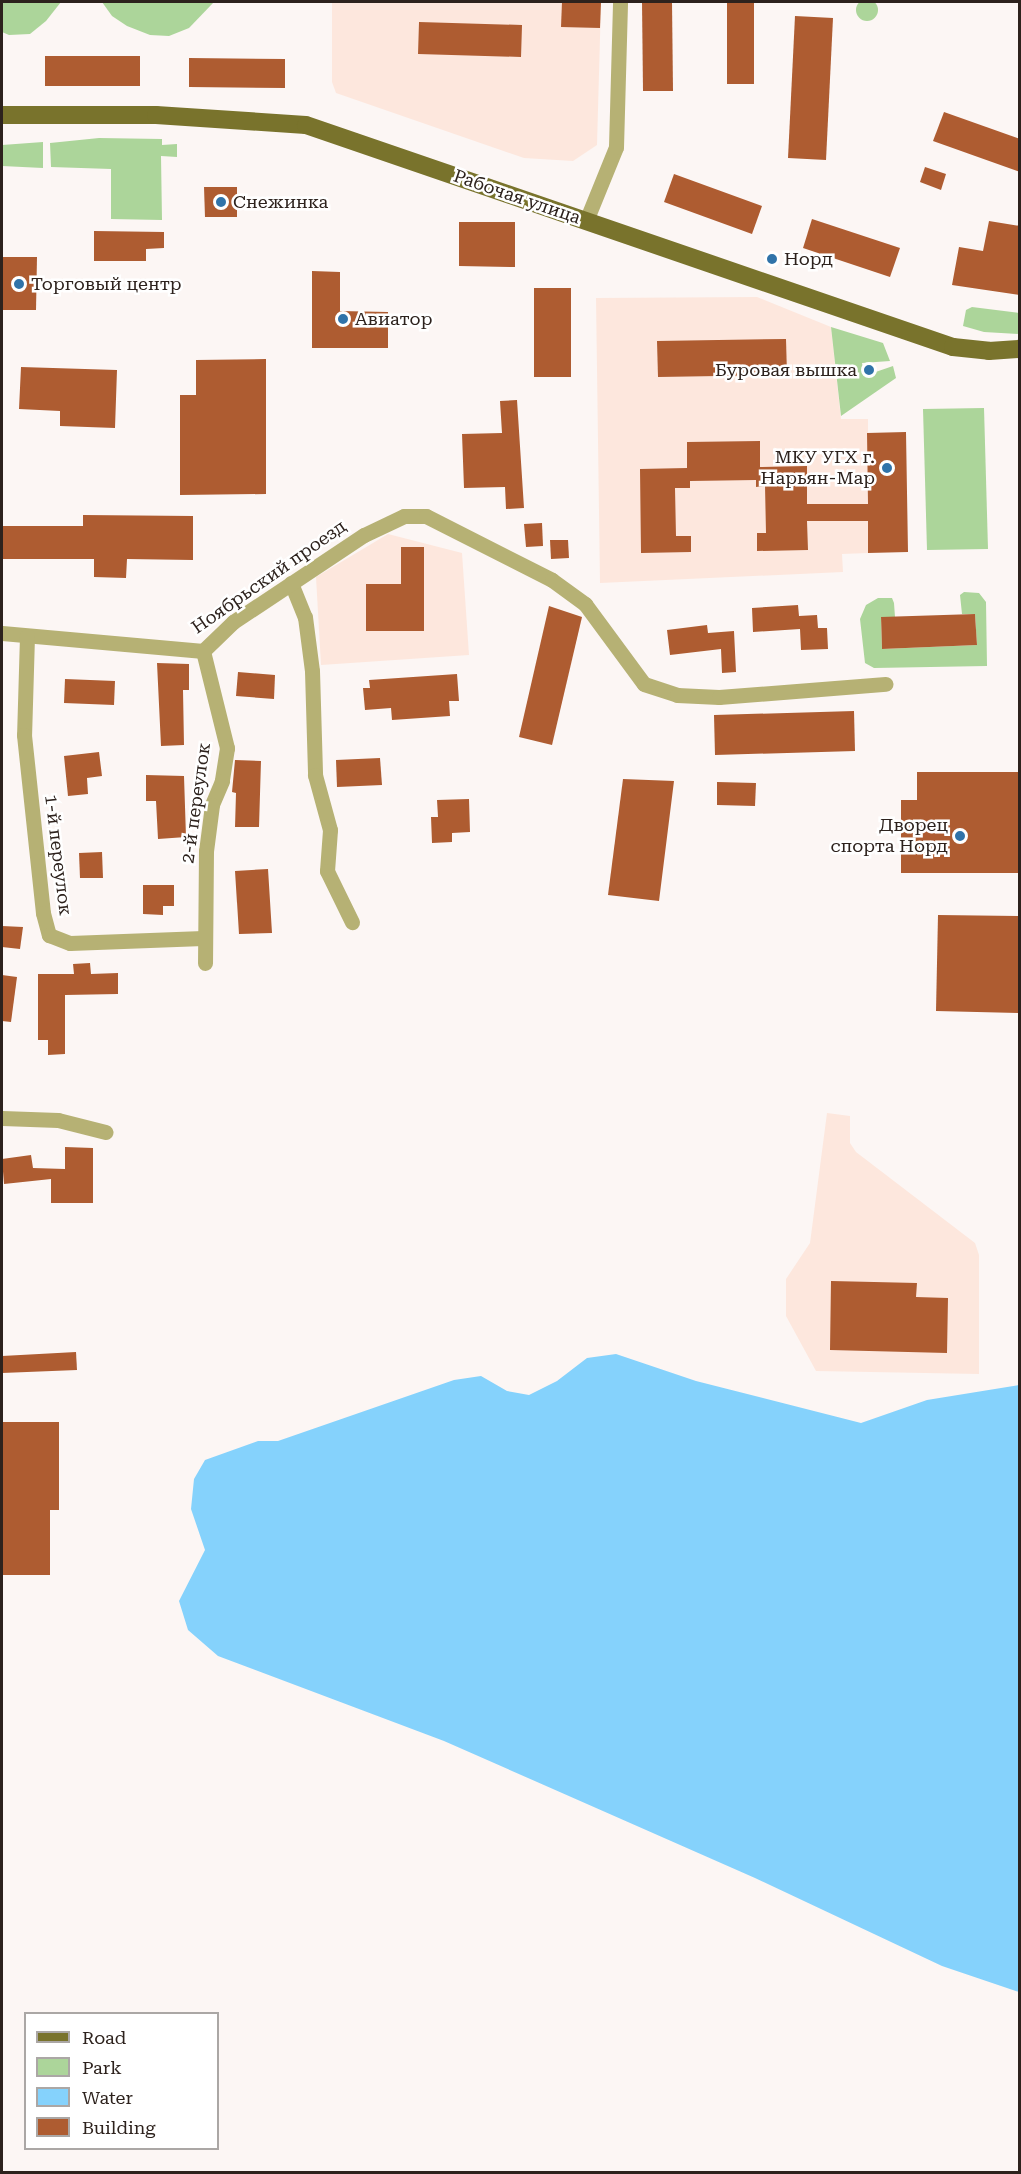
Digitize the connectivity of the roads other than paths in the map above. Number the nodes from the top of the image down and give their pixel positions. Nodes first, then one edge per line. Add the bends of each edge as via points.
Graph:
1 (620, 2) edge
2 (2, 115) edge
3 (586, 221) junction
4 (1020, 349) edge
5 (291, 583) junction
6 (2, 633) edge
7 (27, 636) junction
8 (203, 651) junction
9 (885, 684) dead end
10 (352, 922) dead end
11 (203, 938) junction
12 (205, 963) dead end
13 (2, 1118) edge
14 (105, 1131) dead end

1 - 3 street via 616,147
2 - 3 main road, Рабочая улица via 156,115 306,125
3 - 4 main road, Рабочая улица via 953,347
5 - 8 street, Ноябрьский проезд via 233,622
5 - 9 street, Ноябрьский проезд via 363,535 404,516 426,516 552,580 585,604 644,684 677,695 719,697
5 - 10 street via 305,617 312,671 315,776 330,830 327,872
6 - 7 street, Ноябрьский проезд
7 - 8 street, Ноябрьский проезд
7 - 11 street, 1-й переулок via 24,735 43,914 49,935 70,943
8 - 11 street, 2-й переулок via 227,748 222,781 212,805
11 - 12 street, 2-й переулок
13 - 14 street via 58,1120

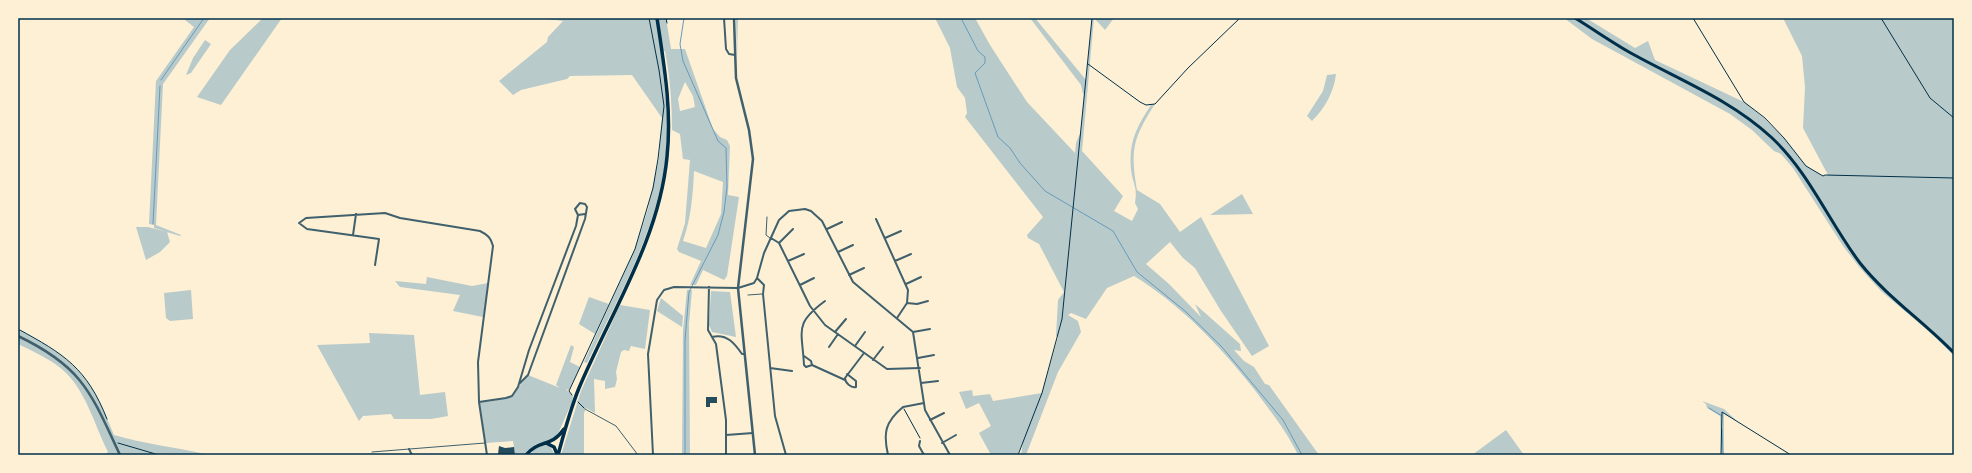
════════════════════
** Exercise instructions **
The records above are to be reproduced exactly; the pictures are to be left out.

** Problem solution **
Digitize the connectivity of the roads other than paths in the map above. Number the nodes from the top of the image down and give their pixel positions. Nodes first, then one edge per line. Add the bends of each edge as via points.
Graph:
1 (620, 2) edge
2 (2, 115) edge
3 (586, 221) junction
4 (1020, 349) edge
5 (291, 583) junction
6 (2, 633) edge
7 (27, 636) junction
8 (203, 651) junction
9 (885, 684) dead end
10 (352, 922) dead end
11 (203, 938) junction
12 (205, 963) dead end
13 (2, 1118) edge
14 (105, 1131) dead end

1 - 3 street via 616,147
2 - 3 main road, Рабочая улица via 156,115 306,125
3 - 4 main road, Рабочая улица via 953,347
5 - 8 street, Ноябрьский проезд via 233,622
5 - 9 street, Ноябрьский проезд via 363,535 404,516 426,516 552,580 585,604 644,684 677,695 719,697
5 - 10 street via 305,617 312,671 315,776 330,830 327,872
6 - 7 street, Ноябрьский проезд
7 - 8 street, Ноябрьский проезд
7 - 11 street, 1-й переулок via 24,735 43,914 49,935 70,943
8 - 11 street, 2-й переулок via 227,748 222,781 212,805
11 - 12 street, 2-й переулок
13 - 14 street via 58,1120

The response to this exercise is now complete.